Depuis trois ans, l’Observatoire du fait religieux en entreprise – développé en partenariat avec SciencesPo Rennes, l’Institut sur l’égalité des chances de Ranstad et le Centre de recherche de l’action politique en Europe – interroge près de 1500 personnes sur la question du fait religieux dans le monde du travail. Trois populations sont visées : les cadres des ressources humaines, les managers et des salariés sans responsabilité.

Est-ce que la question du fait religieux est très présente dans l’entreprise ?

Oui, elle fait partie du quotidien de nombreuses entreprises. Nous le voyons dans les enquêtes réalisées par l’observatoire ces deux dernières années. Près de 12% des personnes interrogées en 2014 sont confrontées de manière quotidienne, hebdomadaire ou mensuelle au fait religieux au travail. Près de 32% le sont de manière régulière, et presque 56% ne le sont jamais ou moins d’une fois par an. Il n’y a pas d’augmentation globale. La différence est que nous constatons une augmentation du nombre de cas bloquants et conflictuels. En 2013, le nombre de cas aboutissant à un blocage était de 6%, en 2014, il atteint 10%. Mais, il faut être vigilant. Derrière ces données se cachent de grandes disparités : dans certaines zones, par exemple en Seine-Saint-Denis, certaines entreprises et certains managers sont confrontés de manière quotidienne à des faits religieux qu’ils ont de plus en plus de mal à gérer ; en Vendée, c’est beaucoup moins le cas.

Comment se manifestent les démonstrations religieuses en entreprise ?
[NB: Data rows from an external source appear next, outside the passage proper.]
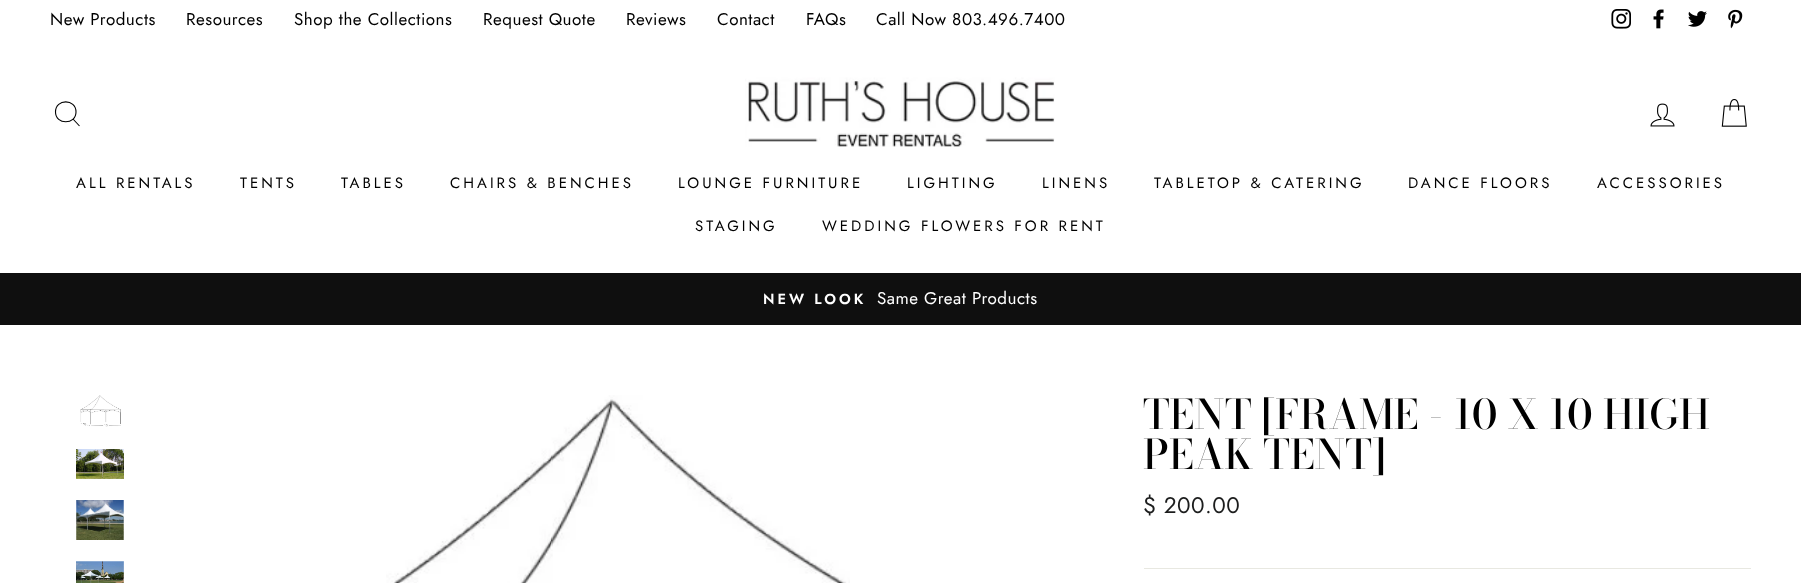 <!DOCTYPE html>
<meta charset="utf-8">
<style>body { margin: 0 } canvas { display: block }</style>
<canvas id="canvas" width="1801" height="583"></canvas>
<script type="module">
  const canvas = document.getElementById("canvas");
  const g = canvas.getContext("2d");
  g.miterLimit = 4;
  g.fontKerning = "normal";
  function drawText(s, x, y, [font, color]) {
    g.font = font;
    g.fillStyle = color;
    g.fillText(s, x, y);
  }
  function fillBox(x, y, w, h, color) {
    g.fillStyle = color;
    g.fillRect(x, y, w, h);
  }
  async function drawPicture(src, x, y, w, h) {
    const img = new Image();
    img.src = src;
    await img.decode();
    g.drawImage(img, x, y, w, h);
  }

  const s1 = ["17px Jost", "#000000"];
  const s2 = ["15px Jost", "#000000"];
  const s3 = ["600 14.5px Jost", "#FFFFFF"];
  const s4 = ["17px Jost", "#FFFFFF"];
  const s5 = ["500 40.8px Bodoni Moda", "#000000"];
  const s6 = ["22.5px Jost", "#1C1D1D"];

  fillBox(0, 0, 1801, 583, "#FFFFFF");
  g.letterSpacing = "0.5px";
  drawText("New Products", 50, 25, s1);
  drawText("Resources", 186, 25, s1);
  drawText("Shop the Collections", 294, 25, s1);
  drawText("Request Quote", 483, 25, s1);
  drawText("Reviews", 626, 25, s1);
  drawText("Contact", 717, 25, s1);
  drawText("FAQs", 806, 25, s1);
  drawText("Call Now 803.496.7400", 876, 25, s1);
  await drawPicture("pic1.png", 1611, 9, 20, 20);
  await drawPicture("pic2.png", 1653, 9, 11, 20);
  await drawPicture("pic3.png", 1688, 11, 19, 16);
  await drawPicture("pic4.png", 1728, 9, 15, 20);
  g.fillStyle = "rgba(0, 0, 0, 0.2)";
  g.filter = "blur(0.5px)";
  g.beginPath();
  g.rect(0, 40, 1801, 233);
  g.fill();
  g.filter = "none";
  fillBox(0, 40, 1801, 233, "#FFFFFF");
  g.beginPath();
  g.moveTo(76, 112);
  g.bezierCurveTo(76, 125, 55.5, 125, 55.5, 112);
  g.bezierCurveTo(55.5, 98.5, 76, 98.5, 76, 112);
  g.closePath();
  g.moveTo(79.5, 126);
  g.lineTo(73, 119);
  g.strokeStyle = "#000000";
  g.lineWidth = 1.1;
  g.stroke();
  await drawPicture("pic5.png", 745, 77, 310, 70);
  await drawPicture("pic6.png", 1650, 103, 25, 24);
  await drawPicture("pic7.png", 1721, 99, 26, 28);
  g.letterSpacing = "3px";
  drawText("ALL RENTALS", 76, 188, s2);
  drawText("TENTS", 240, 188, s2);
  drawText("TABLES", 341, 188, s2);
  drawText("CHAIRS & BENCHES", 450, 188, s2);
  drawText("LOUNGE FURNITURE", 678, 188, s2);
  drawText("LIGHTING", 907, 188, s2);
  drawText("LINENS", 1042, 188, s2);
  drawText("TABLETOP & CATERING", 1154, 188, s2);
  drawText("DANCE FLOORS", 1408, 188, s2);
  drawText("ACCESSORIES", 1597, 188, s2);
  drawText("STAGING", 695, 231, s2);
  drawText("WEDDING FLOWERS FOR RENT", 822, 231, s2);
  fillBox(0, 273, 1801, 52, "#0F0F0F");
  drawText("NEW LOOK", 763, 304, s3);
  g.letterSpacing = "0.5px";
  drawText("Same Great Products", 877, 304, s4);
  await drawPicture("pic8.png", 80, 395, 41, 32);
  await drawPicture("pic9.png", 76, 449, 48, 30);
  await drawPicture("pic10.png", 76, 500, 48, 40);
  await drawPicture("pic11.png", 76, 561, 48, 22);
  await drawPicture("pic12.png", 386, 395, 464, 188);
  g.letterSpacing = "0px";
  drawText("TENT [FRAME - 10 X 10 HIGH", 1143, 429, s5);
  drawText("PEAK TENT]", 1143, 469, s5);
  g.letterSpacing = "0.5px";
  drawText("$ 200.00", 1143, 513, s6);
  fillBox(1144, 568, 607, 1, "#E8E8E1");
</script>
Les plus courantes correspondent à des demandes personnelles et isolées du type «Comment puis-je articuler ma pratique professionnelle et ma pratique religieuse?». En général, il s’agit de demandes ponctuelles d’absence pour participer à une cérémonie, le port d’un signe, etc. Cela représentent 94 % des faits recensés ; ils sont gérés par le management de proximité sans trop de difficultés. Cela ne veut pas dire qu’il n’y a jamais de conflits, mais ces cas n’appellent pas un management spécifique. Ils sont réglés par la discussion, surtout lorsque les encadrants ne se focalisent pas sur la dimension religieuse et arrivent à les traiter comme des comportements individuels. Plus rares, en revanche, sont les faits qui ont une dimension politique. Le salarié demande alors à l’entreprise d’organiser le travail en prenant explicitement en compte sa pratique. Il cherche à imposer au fonctionnement de l’organisation et/ou aux comportements de ses collègues, la contrainte religieuse. Exemple: il peut faire pression sur le management pour que le ramadan soit officiellement pris en compte, pour que la direction accepte que des salariés puissent refuser des tâches ou de travailler avec ou sous les ordres d’une femme pour des motifs religieux, que les plannings soient adaptés aux contraintes de prière. Ce peut être aussi d’imposer des menus confessionnels au restaurant d’entreprise, de demander la mise en place d’un lieu de prière ou de faire pression sur des personnes pour qu’elles adoptent un comportement religieux, par exemple en participant à une prière collective. Ces derniers faits restent très minoritaires, mais nous constatons une augmentation. Le port de signes ostentatoires ne caractérise que 10 % des situations.

Comment les entreprises répondent-elles à ces demandes ?

Dans la plupart des cas, le management fait face à des salariés qui ne sont pas revendicatifs, mais simplement demandeurs de solutions. L’acceptabilité des demandes n’est pas la même. Par exemple, il est largement admis (82% des réponses positives) et légitime aux yeux de la majorité qu’un salarié fasse une demande d’absence pour assister à une fête religieuse. En revanche, pour 89% des personnes interrogées, il est inacceptable de refuser de réaliser des tâches pour motifs religieux, et pour la très grande majorité des répondants, on ne peut pas prier pendant le temps de travail. Parfois le management est confronté à des comportements plus radicaux. Il convient de noter que ces comportements radicaux se concentrent dans quelques entreprises. Dans ces sites, la situation s’est très fortement dégradée et les managers sont souvent en grande difficulté, faute de soutien de leur direction générale, de politique claire de l’entreprise et surtout de cadre juridique clair. C’est bien là, le problème.